What you are asked to do: Which lines of the data hold the word "Stadium"? Copy all of them.

#### Source records

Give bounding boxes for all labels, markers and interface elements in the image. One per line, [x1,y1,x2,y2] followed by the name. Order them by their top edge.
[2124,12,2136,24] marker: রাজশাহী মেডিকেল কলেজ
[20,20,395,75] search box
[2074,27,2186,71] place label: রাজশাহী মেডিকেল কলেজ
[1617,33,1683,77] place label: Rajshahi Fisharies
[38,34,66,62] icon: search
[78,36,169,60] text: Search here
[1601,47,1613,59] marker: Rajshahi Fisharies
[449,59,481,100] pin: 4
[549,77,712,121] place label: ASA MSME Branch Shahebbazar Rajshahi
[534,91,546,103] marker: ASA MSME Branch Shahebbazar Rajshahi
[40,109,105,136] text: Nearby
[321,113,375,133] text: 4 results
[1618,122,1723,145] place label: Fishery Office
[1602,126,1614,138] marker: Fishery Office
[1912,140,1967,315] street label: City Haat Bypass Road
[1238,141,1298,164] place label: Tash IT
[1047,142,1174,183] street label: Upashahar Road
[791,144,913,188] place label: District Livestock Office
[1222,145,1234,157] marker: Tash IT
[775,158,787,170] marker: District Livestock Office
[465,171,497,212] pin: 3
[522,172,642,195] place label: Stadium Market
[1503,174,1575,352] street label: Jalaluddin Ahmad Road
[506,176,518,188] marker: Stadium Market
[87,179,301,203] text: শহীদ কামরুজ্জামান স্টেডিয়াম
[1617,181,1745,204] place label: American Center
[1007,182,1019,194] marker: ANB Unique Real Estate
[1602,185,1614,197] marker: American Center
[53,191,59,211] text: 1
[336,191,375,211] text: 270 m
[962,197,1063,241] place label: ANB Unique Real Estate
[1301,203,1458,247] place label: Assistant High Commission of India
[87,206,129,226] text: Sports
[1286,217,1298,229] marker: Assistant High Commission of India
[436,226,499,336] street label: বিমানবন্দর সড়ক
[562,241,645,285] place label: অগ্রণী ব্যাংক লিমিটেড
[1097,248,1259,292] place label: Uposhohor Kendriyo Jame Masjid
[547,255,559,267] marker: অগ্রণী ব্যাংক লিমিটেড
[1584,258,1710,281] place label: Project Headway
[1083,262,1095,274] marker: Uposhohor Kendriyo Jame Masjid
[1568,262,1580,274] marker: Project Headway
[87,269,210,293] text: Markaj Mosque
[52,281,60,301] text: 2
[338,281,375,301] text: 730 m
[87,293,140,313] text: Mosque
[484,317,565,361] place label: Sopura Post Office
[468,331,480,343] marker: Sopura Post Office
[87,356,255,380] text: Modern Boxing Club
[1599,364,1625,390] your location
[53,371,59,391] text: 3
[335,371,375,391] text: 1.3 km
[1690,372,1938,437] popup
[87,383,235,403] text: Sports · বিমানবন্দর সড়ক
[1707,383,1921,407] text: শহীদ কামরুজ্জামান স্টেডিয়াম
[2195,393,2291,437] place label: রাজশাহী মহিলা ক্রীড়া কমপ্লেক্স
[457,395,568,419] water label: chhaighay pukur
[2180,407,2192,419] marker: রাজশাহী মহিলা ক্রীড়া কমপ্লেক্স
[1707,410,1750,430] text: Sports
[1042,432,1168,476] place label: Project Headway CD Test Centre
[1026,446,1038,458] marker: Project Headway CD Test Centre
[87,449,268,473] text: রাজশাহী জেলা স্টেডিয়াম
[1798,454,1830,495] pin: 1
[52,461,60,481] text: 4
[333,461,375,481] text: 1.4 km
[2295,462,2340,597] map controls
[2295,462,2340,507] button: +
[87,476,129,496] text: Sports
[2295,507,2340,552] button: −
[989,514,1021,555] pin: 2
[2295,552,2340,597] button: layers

########

Solution for this problem:
[522,172,642,195] place label: Stadium Market
[506,176,518,188] marker: Stadium Market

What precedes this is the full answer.